--- EXERCISE MATERIAL ---
..............................
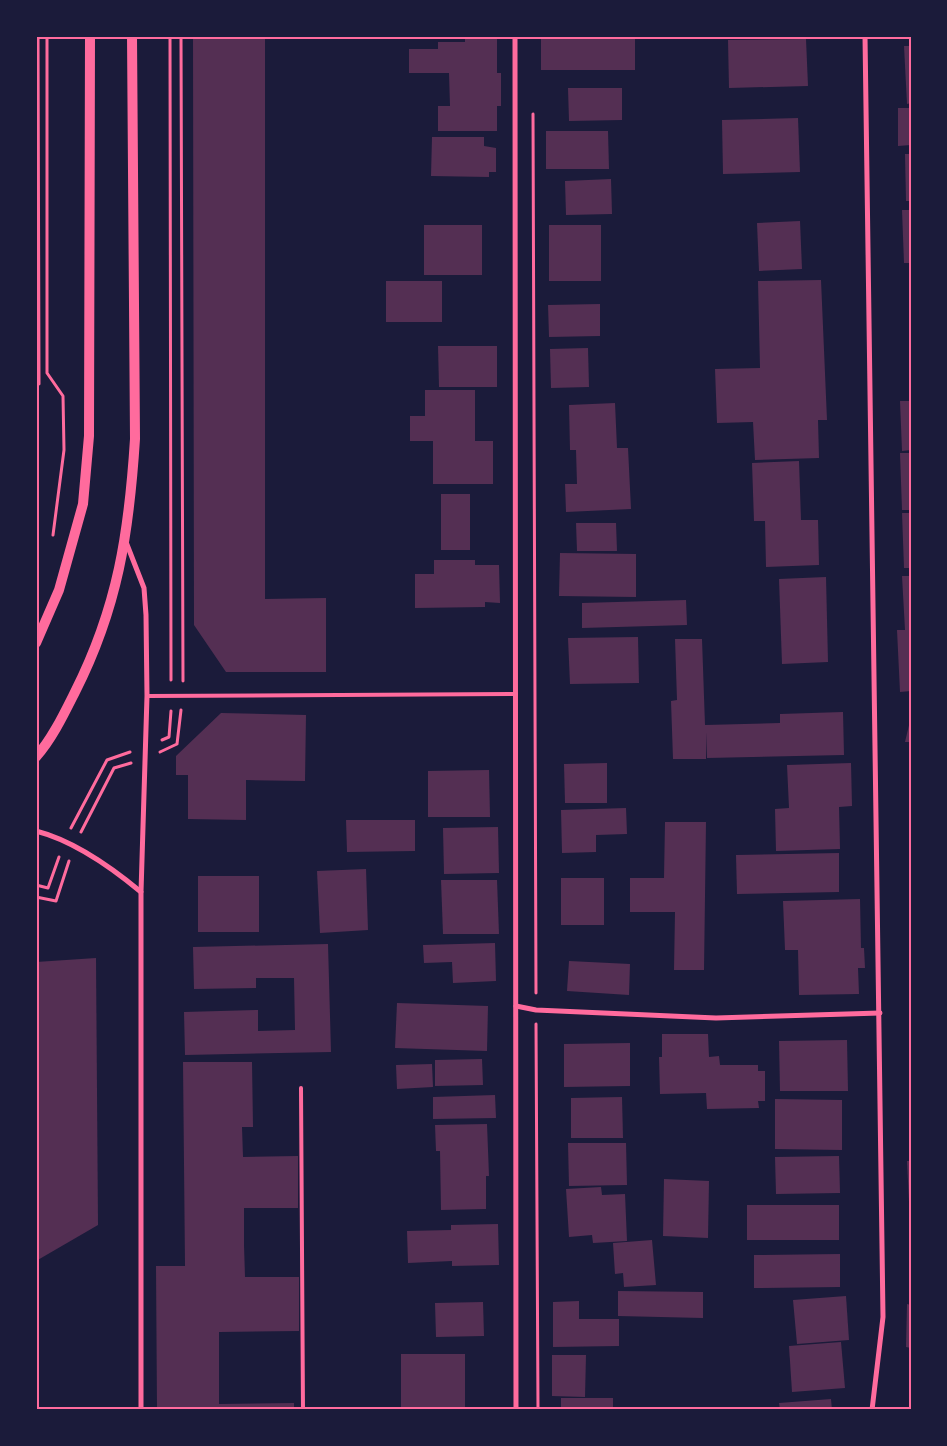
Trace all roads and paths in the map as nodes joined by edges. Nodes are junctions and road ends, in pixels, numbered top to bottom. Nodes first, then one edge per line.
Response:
1 (38, 36) edge
2 (47, 36) edge
3 (90, 36) edge
4 (132, 36) edge
5 (170, 36) edge
6 (181, 36) edge
7 (515, 36) edge
8 (865, 36) edge
9 (533, 106) dead end
10 (36, 344) edge
11 (40, 349) junction
12 (39, 384) dead end
13 (53, 538) dead end
14 (125, 540) junction
15 (36, 643) edge
16 (516, 694) junction
17 (147, 696) junction
18 (172, 696) junction
19 (183, 696) junction
20 (146, 746) junction
21 (36, 757) edge
22 (146, 758) junction
23 (36, 831) edge
24 (64, 840) junction
25 (74, 846) junction
26 (36, 885) edge
27 (141, 892) junction
28 (36, 897) edge
29 (516, 1006) junction
30 (536, 1010) junction
31 (880, 1013) junction
32 (301, 1088) dead end
33 (141, 1410) edge
34 (303, 1410) edge
35 (516, 1410) edge
36 (538, 1410) edge
37 (872, 1410) edge

1 - 11 path
2 - 13 path
3 - 15 main road
4 - 14 main road
5 - 18 path
6 - 19 path
7 - 16 street
8 - 31 street
9 - 30 path
10 - 11 path
11 - 12 path
14 - 17 street
14 - 21 main road
16 - 19 lane
16 - 29 street
17 - 18 lane
17 - 20 street
18 - 19 lane
18 - 20 path
19 - 22 path
20 - 22 street
20 - 24 path
22 - 25 path
22 - 27 street
23 - 24 street
24 - 25 street
24 - 26 path
25 - 27 street
25 - 28 path
27 - 33 street
29 - 30 street
29 - 35 street
30 - 31 street
30 - 36 path
31 - 37 street
32 - 34 lane

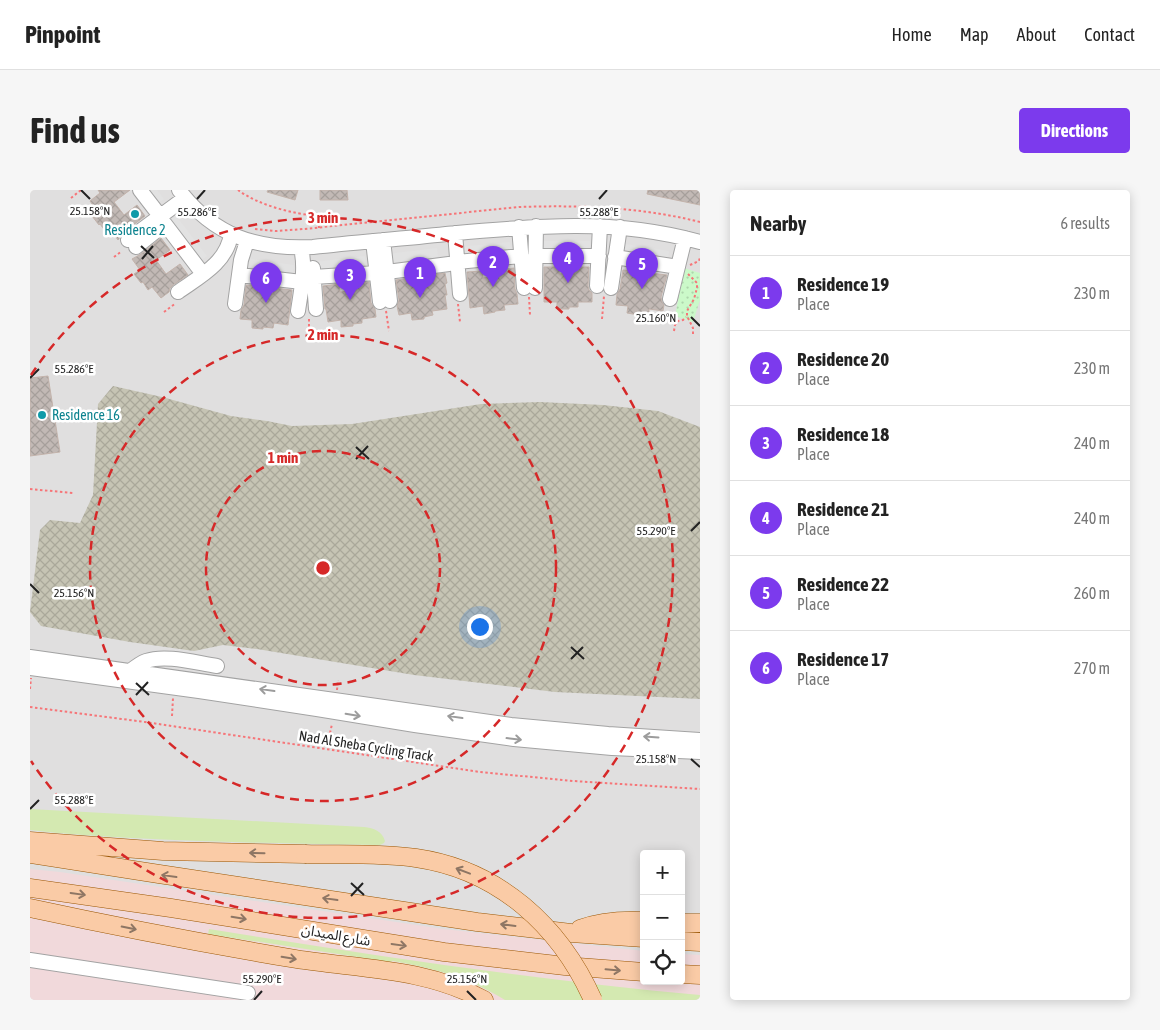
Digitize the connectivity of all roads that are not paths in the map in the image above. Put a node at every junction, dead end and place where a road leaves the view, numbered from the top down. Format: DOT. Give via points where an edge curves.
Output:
..............................
Give the listing above again word for word, without its pictures.

Trace all roads and paths in the map as nodes joined by edges. Nodes are junctions and road ends, in pixels, numbered top to bottom. Nodes first, then one edge per line.
Response:
1 (38, 36) edge
2 (47, 36) edge
3 (90, 36) edge
4 (132, 36) edge
5 (170, 36) edge
6 (181, 36) edge
7 (515, 36) edge
8 (865, 36) edge
9 (533, 106) dead end
10 (36, 344) edge
11 (40, 349) junction
12 (39, 384) dead end
13 (53, 538) dead end
14 (125, 540) junction
15 (36, 643) edge
16 (516, 694) junction
17 (147, 696) junction
18 (172, 696) junction
19 (183, 696) junction
20 (146, 746) junction
21 (36, 757) edge
22 (146, 758) junction
23 (36, 831) edge
24 (64, 840) junction
25 (74, 846) junction
26 (36, 885) edge
27 (141, 892) junction
28 (36, 897) edge
29 (516, 1006) junction
30 (536, 1010) junction
31 (880, 1013) junction
32 (301, 1088) dead end
33 (141, 1410) edge
34 (303, 1410) edge
35 (516, 1410) edge
36 (538, 1410) edge
37 (872, 1410) edge

1 - 11 path
2 - 13 path
3 - 15 main road
4 - 14 main road
5 - 18 path
6 - 19 path
7 - 16 street
8 - 31 street
9 - 30 path
10 - 11 path
11 - 12 path
14 - 17 street
14 - 21 main road
16 - 19 lane
16 - 29 street
17 - 18 lane
17 - 20 street
18 - 19 lane
18 - 20 path
19 - 22 path
20 - 22 street
20 - 24 path
22 - 25 path
22 - 27 street
23 - 24 street
24 - 25 street
24 - 26 path
25 - 27 street
25 - 28 path
27 - 33 street
29 - 30 street
29 - 35 street
30 - 31 street
30 - 36 path
31 - 37 street
32 - 34 lane

Digitize the connectivity of all roads that are not paths in the map in the image above. Put a node at every junction, dead end and place where a road leaves the view, numbered from the top down. Format: DOT. Give via points where an edge curves.
Output:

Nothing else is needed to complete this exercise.